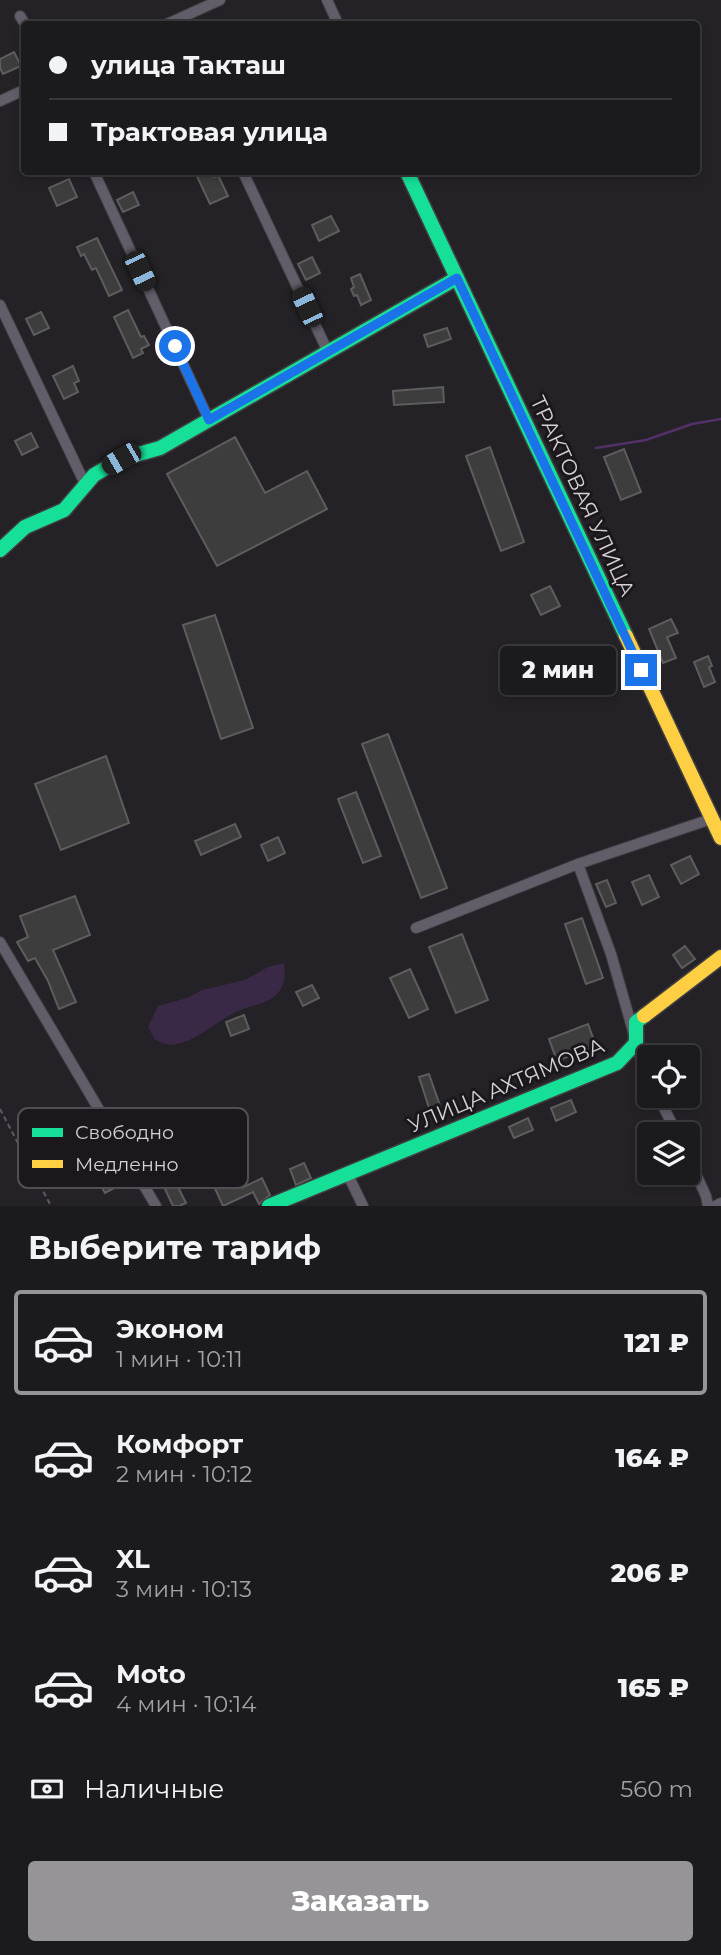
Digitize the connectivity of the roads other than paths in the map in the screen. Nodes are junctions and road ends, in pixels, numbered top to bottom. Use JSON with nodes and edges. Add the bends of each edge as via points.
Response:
{"nodes":[{"id":1,"x":220,"y":0,"type":"edge"},
{"id":2,"x":327,"y":0,"type":"edge"},
{"id":3,"x":177,"y":21,"type":"edge"},
{"id":4,"x":337,"y":21,"type":"edge"},
{"id":5,"x":21,"y":91,"type":"edge"},
{"id":6,"x":0,"y":101,"type":"edge"},
{"id":7,"x":95,"y":175,"type":"edge"},
{"id":8,"x":244,"y":175,"type":"edge"},
{"id":9,"x":408,"y":175,"type":"edge"},
{"id":10,"x":457,"y":278,"type":"junction"},
{"id":11,"x":0,"y":305,"type":"edge"},
{"id":12,"x":328,"y":352,"type":"junction"},
{"id":13,"x":209,"y":420,"type":"junction"},
{"id":14,"x":86,"y":486,"type":"junction"},
{"id":15,"x":0,"y":550,"type":"edge"},
{"id":16,"x":711,"y":819,"type":"junction"},
{"id":17,"x":721,"y":838,"type":"edge"},
{"id":18,"x":578,"y":864,"type":"junction"},
{"id":19,"x":416,"y":928,"type":"dead end"},
{"id":20,"x":0,"y":942,"type":"edge"},
{"id":21,"x":721,"y":957,"type":"edge"},
{"id":22,"x":636,"y":1043,"type":"junction"},
{"id":23,"x":98,"y":1108,"type":"edge"},
{"id":24,"x":347,"y":1173,"type":"junction"},
{"id":25,"x":700,"y":1183,"type":"edge"},
{"id":26,"x":145,"y":1188,"type":"edge"},
{"id":27,"x":721,"y":1203,"type":"edge"},
{"id":28,"x":156,"y":1206,"type":"edge"},
{"id":29,"x":269,"y":1206,"type":"edge"},
{"id":30,"x":363,"y":1206,"type":"edge"},
{"id":31,"x":708,"y":1206,"type":"edge"},
{"id":32,"x":715,"y":1206,"type":"edge"}],
"edges":[{"from":1,"to":3,"type":"street"},
{"from":2,"to":4,"type":"street"},
{"from":5,"to":6,"type":"street"},
{"from":7,"to":13,"type":"street"},
{"from":8,"to":12,"type":"street"},
{"from":9,"to":10,"type":"street","name":"ТРАКТОВАЯ УЛИЦА"},
{"from":10,"to":12,"type":"street"},
{"from":10,"to":16,"type":"street","name":"ТРАКТОВАЯ УЛИЦА"},
{"from":11,"to":14,"type":"street"},
{"from":12,"to":13,"type":"street"},
{"from":13,"to":14,"type":"street","via":[[160,448],[121,459],[94,475]]},
{"from":14,"to":15,"type":"street","via":[[64,510],[25,527]]},
{"from":16,"to":17,"type":"street","name":"ТРАКТОВАЯ УЛИЦА"},
{"from":16,"to":18,"type":"street"},
{"from":18,"to":19,"type":"street"},
{"from":18,"to":22,"type":"street","via":[[611,954]]},
{"from":20,"to":23,"type":"street"},
{"from":21,"to":22,"type":"street","name":"УЛИЦА АХТЯМОВА","via":[[636,1022]]},
{"from":22,"to":24,"type":"street","name":"УЛИЦА АХТЯМОВА","via":[[617,1063]]},
{"from":24,"to":29,"type":"street","name":"УЛИЦА АХТЯМОВА"},
{"from":24,"to":30,"type":"street"},
{"from":25,"to":31,"type":"street"},
{"from":26,"to":28,"type":"street"},
{"from":27,"to":32,"type":"street"}]}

──────────────────────────────

▶ Directions for this task
Word for word, give back each entry from above, but skip any picture.

▶ Written solution
Digitize the connectivity of the roads other than paths in the map in the screen. Nodes are junctions and road ends, in pixels, numbered top to bottom. Use JSON with nodes and edges. Add the bends of each edge as via points.
Response:
{"nodes":[{"id":1,"x":220,"y":0,"type":"edge"},
{"id":2,"x":327,"y":0,"type":"edge"},
{"id":3,"x":177,"y":21,"type":"edge"},
{"id":4,"x":337,"y":21,"type":"edge"},
{"id":5,"x":21,"y":91,"type":"edge"},
{"id":6,"x":0,"y":101,"type":"edge"},
{"id":7,"x":95,"y":175,"type":"edge"},
{"id":8,"x":244,"y":175,"type":"edge"},
{"id":9,"x":408,"y":175,"type":"edge"},
{"id":10,"x":457,"y":278,"type":"junction"},
{"id":11,"x":0,"y":305,"type":"edge"},
{"id":12,"x":328,"y":352,"type":"junction"},
{"id":13,"x":209,"y":420,"type":"junction"},
{"id":14,"x":86,"y":486,"type":"junction"},
{"id":15,"x":0,"y":550,"type":"edge"},
{"id":16,"x":711,"y":819,"type":"junction"},
{"id":17,"x":721,"y":838,"type":"edge"},
{"id":18,"x":578,"y":864,"type":"junction"},
{"id":19,"x":416,"y":928,"type":"dead end"},
{"id":20,"x":0,"y":942,"type":"edge"},
{"id":21,"x":721,"y":957,"type":"edge"},
{"id":22,"x":636,"y":1043,"type":"junction"},
{"id":23,"x":98,"y":1108,"type":"edge"},
{"id":24,"x":347,"y":1173,"type":"junction"},
{"id":25,"x":700,"y":1183,"type":"edge"},
{"id":26,"x":145,"y":1188,"type":"edge"},
{"id":27,"x":721,"y":1203,"type":"edge"},
{"id":28,"x":156,"y":1206,"type":"edge"},
{"id":29,"x":269,"y":1206,"type":"edge"},
{"id":30,"x":363,"y":1206,"type":"edge"},
{"id":31,"x":708,"y":1206,"type":"edge"},
{"id":32,"x":715,"y":1206,"type":"edge"}],
"edges":[{"from":1,"to":3,"type":"street"},
{"from":2,"to":4,"type":"street"},
{"from":5,"to":6,"type":"street"},
{"from":7,"to":13,"type":"street"},
{"from":8,"to":12,"type":"street"},
{"from":9,"to":10,"type":"street","name":"ТРАКТОВАЯ УЛИЦА"},
{"from":10,"to":12,"type":"street"},
{"from":10,"to":16,"type":"street","name":"ТРАКТОВАЯ УЛИЦА"},
{"from":11,"to":14,"type":"street"},
{"from":12,"to":13,"type":"street"},
{"from":13,"to":14,"type":"street","via":[[160,448],[121,459],[94,475]]},
{"from":14,"to":15,"type":"street","via":[[64,510],[25,527]]},
{"from":16,"to":17,"type":"street","name":"ТРАКТОВАЯ УЛИЦА"},
{"from":16,"to":18,"type":"street"},
{"from":18,"to":19,"type":"street"},
{"from":18,"to":22,"type":"street","via":[[611,954]]},
{"from":20,"to":23,"type":"street"},
{"from":21,"to":22,"type":"street","name":"УЛИЦА АХТЯМОВА","via":[[636,1022]]},
{"from":22,"to":24,"type":"street","name":"УЛИЦА АХТЯМОВА","via":[[617,1063]]},
{"from":24,"to":29,"type":"street","name":"УЛИЦА АХТЯМОВА"},
{"from":24,"to":30,"type":"street"},
{"from":25,"to":31,"type":"street"},
{"from":26,"to":28,"type":"street"},
{"from":27,"to":32,"type":"street"}]}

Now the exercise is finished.